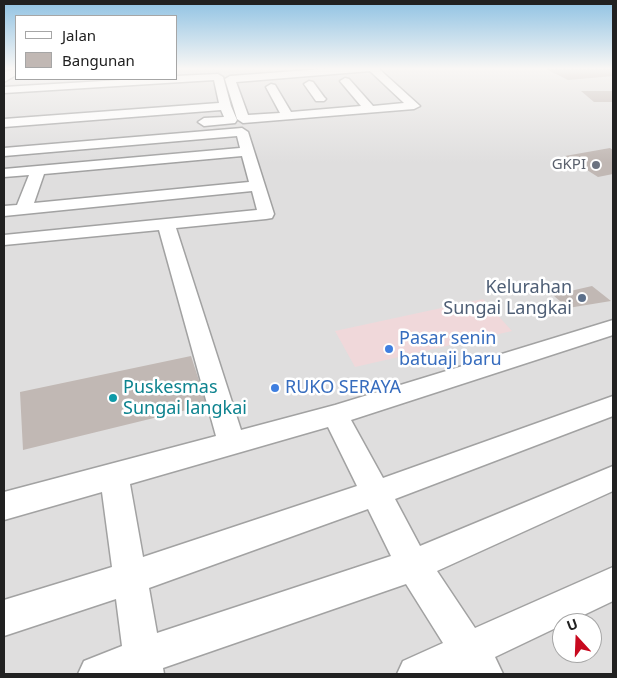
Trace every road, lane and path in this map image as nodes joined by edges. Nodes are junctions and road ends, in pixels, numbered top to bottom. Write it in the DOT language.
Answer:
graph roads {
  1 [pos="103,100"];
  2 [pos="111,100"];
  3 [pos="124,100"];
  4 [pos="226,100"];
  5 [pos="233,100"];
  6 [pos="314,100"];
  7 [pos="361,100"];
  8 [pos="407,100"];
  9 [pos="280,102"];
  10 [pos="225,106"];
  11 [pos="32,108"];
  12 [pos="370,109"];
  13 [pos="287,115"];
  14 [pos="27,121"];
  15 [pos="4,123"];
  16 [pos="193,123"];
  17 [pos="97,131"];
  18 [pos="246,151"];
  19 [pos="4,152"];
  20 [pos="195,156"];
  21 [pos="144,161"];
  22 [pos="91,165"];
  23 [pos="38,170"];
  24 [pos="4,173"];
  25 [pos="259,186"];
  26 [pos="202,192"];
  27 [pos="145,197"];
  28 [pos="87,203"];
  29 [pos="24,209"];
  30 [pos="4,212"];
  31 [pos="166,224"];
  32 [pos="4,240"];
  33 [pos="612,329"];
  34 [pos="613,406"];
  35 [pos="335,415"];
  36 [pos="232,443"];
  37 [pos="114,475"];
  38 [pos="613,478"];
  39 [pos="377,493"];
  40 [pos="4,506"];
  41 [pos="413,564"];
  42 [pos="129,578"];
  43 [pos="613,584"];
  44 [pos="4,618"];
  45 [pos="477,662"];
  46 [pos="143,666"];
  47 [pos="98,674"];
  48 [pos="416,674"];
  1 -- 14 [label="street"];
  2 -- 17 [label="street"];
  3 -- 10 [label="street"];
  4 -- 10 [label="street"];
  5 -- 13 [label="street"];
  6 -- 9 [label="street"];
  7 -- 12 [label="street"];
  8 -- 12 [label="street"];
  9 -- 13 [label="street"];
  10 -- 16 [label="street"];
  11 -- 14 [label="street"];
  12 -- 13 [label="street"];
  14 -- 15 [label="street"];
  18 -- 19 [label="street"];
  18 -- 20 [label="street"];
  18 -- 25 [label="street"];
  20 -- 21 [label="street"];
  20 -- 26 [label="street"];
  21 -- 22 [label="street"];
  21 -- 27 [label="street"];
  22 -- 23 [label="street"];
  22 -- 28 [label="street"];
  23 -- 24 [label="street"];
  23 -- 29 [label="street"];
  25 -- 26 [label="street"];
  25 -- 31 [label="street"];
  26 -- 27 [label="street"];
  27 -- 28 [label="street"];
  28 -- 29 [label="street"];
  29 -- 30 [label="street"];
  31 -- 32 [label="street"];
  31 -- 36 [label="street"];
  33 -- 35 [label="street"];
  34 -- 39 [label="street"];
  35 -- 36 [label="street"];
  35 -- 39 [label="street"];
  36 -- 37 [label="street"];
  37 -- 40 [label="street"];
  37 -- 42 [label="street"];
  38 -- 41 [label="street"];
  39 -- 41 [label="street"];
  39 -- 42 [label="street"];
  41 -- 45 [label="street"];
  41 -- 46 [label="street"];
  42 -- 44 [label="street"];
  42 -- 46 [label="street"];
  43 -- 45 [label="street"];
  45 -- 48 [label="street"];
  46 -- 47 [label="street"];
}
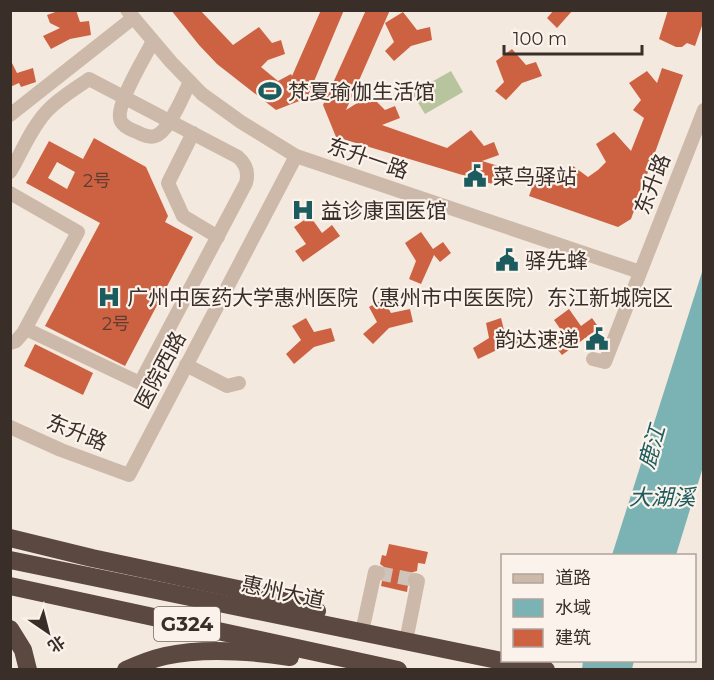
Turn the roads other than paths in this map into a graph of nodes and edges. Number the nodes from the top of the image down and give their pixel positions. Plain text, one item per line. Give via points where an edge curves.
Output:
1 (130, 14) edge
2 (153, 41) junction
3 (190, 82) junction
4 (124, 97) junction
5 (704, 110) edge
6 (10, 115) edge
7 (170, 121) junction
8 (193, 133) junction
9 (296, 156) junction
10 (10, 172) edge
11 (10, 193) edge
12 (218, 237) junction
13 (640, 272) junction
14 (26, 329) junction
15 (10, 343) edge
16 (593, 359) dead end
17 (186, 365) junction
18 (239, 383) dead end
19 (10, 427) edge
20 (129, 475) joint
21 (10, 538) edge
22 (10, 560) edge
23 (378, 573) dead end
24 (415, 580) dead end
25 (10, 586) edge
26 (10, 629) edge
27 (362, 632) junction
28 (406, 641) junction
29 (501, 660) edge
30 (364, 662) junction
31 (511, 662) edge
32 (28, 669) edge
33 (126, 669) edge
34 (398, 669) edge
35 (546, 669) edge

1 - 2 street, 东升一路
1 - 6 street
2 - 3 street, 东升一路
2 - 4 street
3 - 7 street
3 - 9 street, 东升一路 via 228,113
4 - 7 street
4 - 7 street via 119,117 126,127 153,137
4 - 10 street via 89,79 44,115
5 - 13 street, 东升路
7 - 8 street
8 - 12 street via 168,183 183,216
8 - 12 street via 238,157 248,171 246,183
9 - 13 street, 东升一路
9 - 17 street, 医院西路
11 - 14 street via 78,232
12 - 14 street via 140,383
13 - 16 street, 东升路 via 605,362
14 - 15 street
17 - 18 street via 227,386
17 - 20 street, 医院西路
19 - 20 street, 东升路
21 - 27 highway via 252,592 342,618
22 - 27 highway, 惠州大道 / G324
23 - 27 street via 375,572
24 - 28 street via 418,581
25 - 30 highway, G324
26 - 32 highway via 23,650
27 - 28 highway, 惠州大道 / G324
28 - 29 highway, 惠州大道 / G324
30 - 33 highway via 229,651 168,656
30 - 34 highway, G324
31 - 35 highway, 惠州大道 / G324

**Task description**: If a line in the data above holds the word "惠州大道", count it; give only the total.

**Solution to this task**: 4